Speaker 1:And so for the first time, part of being accepted includes understanding what is hard for me and the limitations because of that, but that's also exactly what opens up the space for me to do it differently so that I can say to you or to her, this is a really hard day for me because of this, or even I'm not sure why, but here's what I'm feeling, and I will check back in with you. Or being able to communicate in some way as we keep enduring. The same as you do with depression. Like, you tell me. You've learned to tell me, I'm having a heart depression day.
Speaker 1:This is not about you. And you communicating that to me directly. Yeah. And it's such a huge thing for our relationship, whether it's you and me or me and my friends, that we can communicate and just say, this is what's happening, and then receive that presence.
Speaker 2:Yeah. Just as what it is, knowing that it's not some sort of game. Like, I'm not saying, oh, I'm depressed when really I'm sending messages to you about how unhappy I am and how you should change. Right? It's just a statement of, I just tell you about what's happening with me and you accept that as a truth.
Speaker 2:And like like you say, we're being present with each other.
Speaker 1:It somehow provides some kind of constancy that makes that safety three-dimensional. And so between you and the friend and the therapist, it's created this whole safety network of support.
Speaker 2:That's so good.
Speaker 1:It's amazing, though, because it opens up the possibility for things to be different. Yeah. Because then, even on a hard day when I'm struggling with those things or with, like, memories or something, then it's not just about the risk to the relationship because the relationship is safe. I know that no matter what, the therapist is still there. I know no matter what, you are still there.
Speaker 2:Yeah.
Speaker 1:I know that no matter what, my friend is still there. And so I no longer have to worry about those things being at risk. And so when I'm hurting or struggling, I can focus on why it's hurting or what the struggle is, and it just makes the healing exponential because the connection is still there. And what I think has happened that's so terrifying is that I finally believe it. Yeah?

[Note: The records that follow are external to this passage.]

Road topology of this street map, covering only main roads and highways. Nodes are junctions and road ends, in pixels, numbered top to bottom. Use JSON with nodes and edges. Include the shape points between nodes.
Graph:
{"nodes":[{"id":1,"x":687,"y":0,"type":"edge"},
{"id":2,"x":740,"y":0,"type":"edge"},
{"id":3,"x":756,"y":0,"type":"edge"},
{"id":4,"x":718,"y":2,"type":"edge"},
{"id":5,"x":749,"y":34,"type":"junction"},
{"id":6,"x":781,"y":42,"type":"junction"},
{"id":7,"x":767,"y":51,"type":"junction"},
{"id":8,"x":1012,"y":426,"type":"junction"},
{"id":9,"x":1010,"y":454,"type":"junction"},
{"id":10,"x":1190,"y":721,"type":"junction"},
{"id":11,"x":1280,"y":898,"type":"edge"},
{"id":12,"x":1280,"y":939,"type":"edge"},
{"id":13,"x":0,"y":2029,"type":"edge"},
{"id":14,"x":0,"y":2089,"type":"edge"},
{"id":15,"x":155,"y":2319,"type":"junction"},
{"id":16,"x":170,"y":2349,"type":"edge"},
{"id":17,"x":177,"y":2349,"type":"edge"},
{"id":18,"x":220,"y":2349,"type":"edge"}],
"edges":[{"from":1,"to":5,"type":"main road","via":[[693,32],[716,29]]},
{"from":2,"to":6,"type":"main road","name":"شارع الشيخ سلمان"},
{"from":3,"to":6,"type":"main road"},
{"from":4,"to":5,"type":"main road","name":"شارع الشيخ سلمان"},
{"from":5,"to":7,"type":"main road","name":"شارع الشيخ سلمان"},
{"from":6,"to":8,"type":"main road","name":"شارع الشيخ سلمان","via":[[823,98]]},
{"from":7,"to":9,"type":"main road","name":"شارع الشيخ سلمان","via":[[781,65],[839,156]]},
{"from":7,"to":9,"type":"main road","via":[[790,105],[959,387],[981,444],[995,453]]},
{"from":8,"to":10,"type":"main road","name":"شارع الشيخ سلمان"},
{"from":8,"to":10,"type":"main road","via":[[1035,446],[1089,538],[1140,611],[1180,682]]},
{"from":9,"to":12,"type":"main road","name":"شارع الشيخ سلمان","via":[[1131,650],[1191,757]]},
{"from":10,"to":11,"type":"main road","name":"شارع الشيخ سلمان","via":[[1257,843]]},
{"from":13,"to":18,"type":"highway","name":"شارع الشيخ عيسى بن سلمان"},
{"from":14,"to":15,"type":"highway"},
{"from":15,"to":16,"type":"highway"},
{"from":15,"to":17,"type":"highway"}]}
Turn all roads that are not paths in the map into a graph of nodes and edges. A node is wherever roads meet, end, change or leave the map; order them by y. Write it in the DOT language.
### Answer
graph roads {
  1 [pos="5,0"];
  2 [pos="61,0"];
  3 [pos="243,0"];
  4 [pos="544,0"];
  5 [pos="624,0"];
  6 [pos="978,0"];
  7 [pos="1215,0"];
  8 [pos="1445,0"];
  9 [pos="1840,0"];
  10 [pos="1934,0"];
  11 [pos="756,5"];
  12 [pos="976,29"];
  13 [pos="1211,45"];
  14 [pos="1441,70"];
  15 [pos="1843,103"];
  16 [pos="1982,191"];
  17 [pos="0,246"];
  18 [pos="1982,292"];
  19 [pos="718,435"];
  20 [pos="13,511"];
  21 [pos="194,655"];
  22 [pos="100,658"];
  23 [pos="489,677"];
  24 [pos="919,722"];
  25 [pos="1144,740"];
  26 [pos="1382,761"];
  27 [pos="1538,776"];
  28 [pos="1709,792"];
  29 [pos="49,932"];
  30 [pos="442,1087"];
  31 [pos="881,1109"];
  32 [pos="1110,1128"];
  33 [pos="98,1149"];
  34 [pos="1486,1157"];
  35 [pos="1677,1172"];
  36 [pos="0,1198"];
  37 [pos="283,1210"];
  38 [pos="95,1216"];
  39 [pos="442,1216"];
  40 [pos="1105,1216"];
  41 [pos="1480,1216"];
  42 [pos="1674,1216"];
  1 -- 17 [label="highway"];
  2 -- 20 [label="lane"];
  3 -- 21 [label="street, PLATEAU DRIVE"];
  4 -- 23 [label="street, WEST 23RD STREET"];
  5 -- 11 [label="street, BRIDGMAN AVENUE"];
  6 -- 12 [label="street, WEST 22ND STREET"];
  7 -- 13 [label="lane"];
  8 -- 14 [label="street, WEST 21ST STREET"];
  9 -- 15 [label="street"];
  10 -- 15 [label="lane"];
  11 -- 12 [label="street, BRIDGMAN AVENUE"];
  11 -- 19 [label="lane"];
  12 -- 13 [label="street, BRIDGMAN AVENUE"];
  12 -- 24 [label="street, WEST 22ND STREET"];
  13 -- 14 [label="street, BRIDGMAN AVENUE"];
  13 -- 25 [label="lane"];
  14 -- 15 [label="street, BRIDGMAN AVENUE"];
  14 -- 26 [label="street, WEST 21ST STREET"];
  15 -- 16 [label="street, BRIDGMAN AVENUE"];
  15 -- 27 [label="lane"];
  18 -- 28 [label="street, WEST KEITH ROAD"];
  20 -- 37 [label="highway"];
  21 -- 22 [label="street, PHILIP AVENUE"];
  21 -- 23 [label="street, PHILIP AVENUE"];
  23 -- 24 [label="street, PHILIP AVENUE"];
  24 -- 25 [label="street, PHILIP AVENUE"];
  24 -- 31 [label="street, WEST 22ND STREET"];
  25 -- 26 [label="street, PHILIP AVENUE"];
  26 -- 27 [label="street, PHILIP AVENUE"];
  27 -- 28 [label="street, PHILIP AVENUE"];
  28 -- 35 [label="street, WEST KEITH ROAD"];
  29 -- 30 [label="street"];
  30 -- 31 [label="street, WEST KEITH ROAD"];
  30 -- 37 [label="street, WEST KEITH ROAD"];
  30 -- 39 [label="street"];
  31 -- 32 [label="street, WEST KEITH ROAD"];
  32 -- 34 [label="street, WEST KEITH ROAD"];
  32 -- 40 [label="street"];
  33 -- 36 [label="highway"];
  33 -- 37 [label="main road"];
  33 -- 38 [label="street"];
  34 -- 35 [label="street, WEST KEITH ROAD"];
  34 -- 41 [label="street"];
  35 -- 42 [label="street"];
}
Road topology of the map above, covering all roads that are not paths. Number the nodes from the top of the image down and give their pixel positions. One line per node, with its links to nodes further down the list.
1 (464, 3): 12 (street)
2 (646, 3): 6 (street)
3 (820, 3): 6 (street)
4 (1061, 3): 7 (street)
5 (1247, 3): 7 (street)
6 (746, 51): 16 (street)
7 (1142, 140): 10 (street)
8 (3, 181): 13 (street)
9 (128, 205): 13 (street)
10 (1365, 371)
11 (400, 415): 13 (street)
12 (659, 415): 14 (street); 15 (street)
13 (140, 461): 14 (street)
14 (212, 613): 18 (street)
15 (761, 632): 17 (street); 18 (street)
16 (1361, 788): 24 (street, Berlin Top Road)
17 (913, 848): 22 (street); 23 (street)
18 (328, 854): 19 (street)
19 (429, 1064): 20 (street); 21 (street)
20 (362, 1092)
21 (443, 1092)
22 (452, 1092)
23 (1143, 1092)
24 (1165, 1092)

Speaker 2:Yeah. That's vulnerable.
Speaker 1:But it's terrifying. I mean, guess that's
Speaker 2:I have that effect on people.
Speaker 1:You're so scary.
Speaker 2:I am so scary.
Speaker 1:When I saw the therapist when I saw the therapist to talk about the letter we had sent and talk about seeing the new therapist and she's sort of giving us permission or encouraging us to talk to the new therapist. Like, we're not betraying her.
Speaker 2:Yeah.
Speaker 1:Which is what it feels like, and it's heartbreaking. And so there's lots of layers to work through to get to that. But she's done it so well, and it hurts so much. Like, we miss her, and it's hard. Yeah.
Speaker 1:But she has been so gracious about it and has been so present still even in that transition.
Speaker 2:Because it turns out that saying goodbye does not have to be a betrayal.
Speaker 1:Oh my goodness. Who are you? Oh my goodness.
Speaker 2:Right? Because so often goodbye comes after somebody breaks your heart. But it turns out, it can also just be a parting of paths.
Speaker 1:What the what? Don't you wiggle your eyebrows at me.
Speaker 2:I will wiggle them loud enough for the podcast to hear.
Speaker 1:Oh my goodness. Okay. You just blew my brains out.
Speaker 2:I'm pretty sure that's not the idiom.
Speaker 1:What did I say? Said it wrong again, did I?
Speaker 2:Blew my mind.
Speaker 1:Okay. That. Deaf people. Oh my goodness. Well, okay.
Speaker 1:Here's what I'm trying to tell you.
Speaker 2:Yes, please.
Speaker 1:All of that nonsense, all of what I'm trying to tell you is that while we were talking with her, one of the things that we were saying or trying to say, which was not effective at all, I can assure you, because we're like when we try to talk to her. But one of the things that we said was about how we know that these are the pieces that she gave us in these three years. So that now, even though it's going to be hard, we know that we're ready to talk about the hard things. Yeah. So at the airport on the way home, we found a free book on a free book table, but it was about DID.
Speaker 1:And one of the quotes in it was talking about how part of getting better is being able to face what happened without minimizing it. And so I was sharing that quote with her, and somehow we ended up on something about my mom, who you knew, you met her at the end. Right before she died, you met her.
Speaker 2:Yeah.
Speaker 1:And I said something to her, to the therapist. I said something. I don't remember exactly because, you know
Speaker 2:Someone else remembers.
Speaker 1:Something like that. But there was something said about things, like the example of instead of just saying, I'm ready to talk about the hard things or I need to talk about the hard things, we need to actually just say abuse.
Speaker 2:Wow. Yeah.
Speaker 1:Right? Because it's a way of minimizing. It's a way of softening the blow. Yeah. And language is actually really important to us because of the writing.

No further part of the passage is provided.